How many lines in the records below contain the word "Give"? Answer with the number only.

##### Material supplied #####

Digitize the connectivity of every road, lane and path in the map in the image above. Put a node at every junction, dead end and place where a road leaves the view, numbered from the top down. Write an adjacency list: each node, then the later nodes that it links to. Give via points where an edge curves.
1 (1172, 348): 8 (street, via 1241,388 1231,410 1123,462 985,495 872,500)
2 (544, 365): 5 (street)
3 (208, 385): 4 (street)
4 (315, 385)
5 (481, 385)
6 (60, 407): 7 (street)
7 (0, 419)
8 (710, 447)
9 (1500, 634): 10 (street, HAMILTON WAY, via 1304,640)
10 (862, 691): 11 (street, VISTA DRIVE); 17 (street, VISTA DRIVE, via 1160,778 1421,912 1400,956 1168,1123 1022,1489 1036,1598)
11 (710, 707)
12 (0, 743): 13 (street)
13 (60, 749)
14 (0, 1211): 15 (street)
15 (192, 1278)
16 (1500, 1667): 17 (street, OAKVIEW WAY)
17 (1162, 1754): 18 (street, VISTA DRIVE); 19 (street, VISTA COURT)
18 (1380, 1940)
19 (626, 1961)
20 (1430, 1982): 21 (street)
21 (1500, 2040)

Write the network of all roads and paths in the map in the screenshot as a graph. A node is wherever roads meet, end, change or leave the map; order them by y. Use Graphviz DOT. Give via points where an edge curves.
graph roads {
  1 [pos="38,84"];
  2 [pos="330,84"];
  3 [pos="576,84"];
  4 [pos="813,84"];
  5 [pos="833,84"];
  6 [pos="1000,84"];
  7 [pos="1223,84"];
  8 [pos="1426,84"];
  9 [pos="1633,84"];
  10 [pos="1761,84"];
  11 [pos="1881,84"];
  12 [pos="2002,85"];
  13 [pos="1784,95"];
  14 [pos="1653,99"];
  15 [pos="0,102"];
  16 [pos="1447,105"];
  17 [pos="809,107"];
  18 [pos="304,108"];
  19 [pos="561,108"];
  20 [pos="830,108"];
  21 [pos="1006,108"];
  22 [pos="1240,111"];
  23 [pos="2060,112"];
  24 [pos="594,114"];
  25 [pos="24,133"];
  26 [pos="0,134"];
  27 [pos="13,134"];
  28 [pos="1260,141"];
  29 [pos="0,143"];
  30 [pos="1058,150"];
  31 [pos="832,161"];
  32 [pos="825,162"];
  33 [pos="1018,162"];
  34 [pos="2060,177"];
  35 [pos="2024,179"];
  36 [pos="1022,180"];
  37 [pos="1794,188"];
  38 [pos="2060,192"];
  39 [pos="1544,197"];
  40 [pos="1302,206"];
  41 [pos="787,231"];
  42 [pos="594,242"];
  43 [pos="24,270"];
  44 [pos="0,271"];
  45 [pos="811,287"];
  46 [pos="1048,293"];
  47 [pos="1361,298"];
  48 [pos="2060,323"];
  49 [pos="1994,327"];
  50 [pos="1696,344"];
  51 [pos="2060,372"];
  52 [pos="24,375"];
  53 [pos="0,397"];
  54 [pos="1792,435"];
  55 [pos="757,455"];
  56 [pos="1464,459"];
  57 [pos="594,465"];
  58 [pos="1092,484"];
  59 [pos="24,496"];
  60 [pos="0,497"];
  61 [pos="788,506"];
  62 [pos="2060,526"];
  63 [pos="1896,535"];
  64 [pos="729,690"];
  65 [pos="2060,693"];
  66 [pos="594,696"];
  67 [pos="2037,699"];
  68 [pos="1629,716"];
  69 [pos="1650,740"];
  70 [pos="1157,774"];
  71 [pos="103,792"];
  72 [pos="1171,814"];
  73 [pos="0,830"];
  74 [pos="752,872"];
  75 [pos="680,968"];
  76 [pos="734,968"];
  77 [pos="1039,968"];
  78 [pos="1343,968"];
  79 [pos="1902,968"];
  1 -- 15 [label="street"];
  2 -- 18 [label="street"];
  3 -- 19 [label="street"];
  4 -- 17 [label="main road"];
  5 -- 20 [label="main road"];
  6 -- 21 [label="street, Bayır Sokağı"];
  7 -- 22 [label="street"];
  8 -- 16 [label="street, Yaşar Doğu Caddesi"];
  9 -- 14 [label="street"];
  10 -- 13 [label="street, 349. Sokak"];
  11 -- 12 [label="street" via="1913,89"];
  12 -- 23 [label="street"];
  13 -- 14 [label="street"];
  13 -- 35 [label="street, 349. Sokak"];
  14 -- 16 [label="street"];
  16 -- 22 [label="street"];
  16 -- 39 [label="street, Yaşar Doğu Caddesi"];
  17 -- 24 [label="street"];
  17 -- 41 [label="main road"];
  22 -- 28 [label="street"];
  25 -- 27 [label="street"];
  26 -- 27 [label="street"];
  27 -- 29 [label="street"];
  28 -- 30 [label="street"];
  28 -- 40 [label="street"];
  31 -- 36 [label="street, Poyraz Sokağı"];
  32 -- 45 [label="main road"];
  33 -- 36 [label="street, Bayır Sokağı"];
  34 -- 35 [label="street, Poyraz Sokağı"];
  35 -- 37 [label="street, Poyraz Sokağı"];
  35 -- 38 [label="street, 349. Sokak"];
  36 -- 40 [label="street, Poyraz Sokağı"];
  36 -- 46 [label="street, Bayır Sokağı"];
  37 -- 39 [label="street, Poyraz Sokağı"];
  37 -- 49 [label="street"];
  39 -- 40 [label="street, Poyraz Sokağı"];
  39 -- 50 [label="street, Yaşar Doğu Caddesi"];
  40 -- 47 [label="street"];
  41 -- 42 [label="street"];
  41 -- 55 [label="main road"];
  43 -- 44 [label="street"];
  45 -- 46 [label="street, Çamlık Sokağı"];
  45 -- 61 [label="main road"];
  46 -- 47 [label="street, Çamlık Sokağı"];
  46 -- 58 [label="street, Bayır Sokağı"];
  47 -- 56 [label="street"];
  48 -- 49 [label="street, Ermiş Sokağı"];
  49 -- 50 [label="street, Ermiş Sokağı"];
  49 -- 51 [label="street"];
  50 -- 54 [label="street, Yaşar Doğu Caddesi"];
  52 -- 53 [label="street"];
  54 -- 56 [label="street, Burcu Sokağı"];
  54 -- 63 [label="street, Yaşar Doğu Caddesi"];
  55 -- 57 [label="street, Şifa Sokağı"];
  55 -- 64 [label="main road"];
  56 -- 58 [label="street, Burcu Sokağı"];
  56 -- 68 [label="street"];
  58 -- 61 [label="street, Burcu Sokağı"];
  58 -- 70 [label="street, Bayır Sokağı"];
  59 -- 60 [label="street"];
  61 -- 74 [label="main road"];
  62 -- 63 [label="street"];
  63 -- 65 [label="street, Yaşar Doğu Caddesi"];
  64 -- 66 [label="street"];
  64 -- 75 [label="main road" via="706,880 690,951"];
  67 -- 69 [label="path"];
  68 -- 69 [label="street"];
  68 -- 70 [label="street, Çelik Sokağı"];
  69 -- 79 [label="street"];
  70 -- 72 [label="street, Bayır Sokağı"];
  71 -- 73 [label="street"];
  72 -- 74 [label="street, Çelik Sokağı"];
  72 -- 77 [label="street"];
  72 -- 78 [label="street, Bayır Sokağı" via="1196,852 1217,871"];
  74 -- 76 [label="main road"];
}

#####

* [Exercise output] 2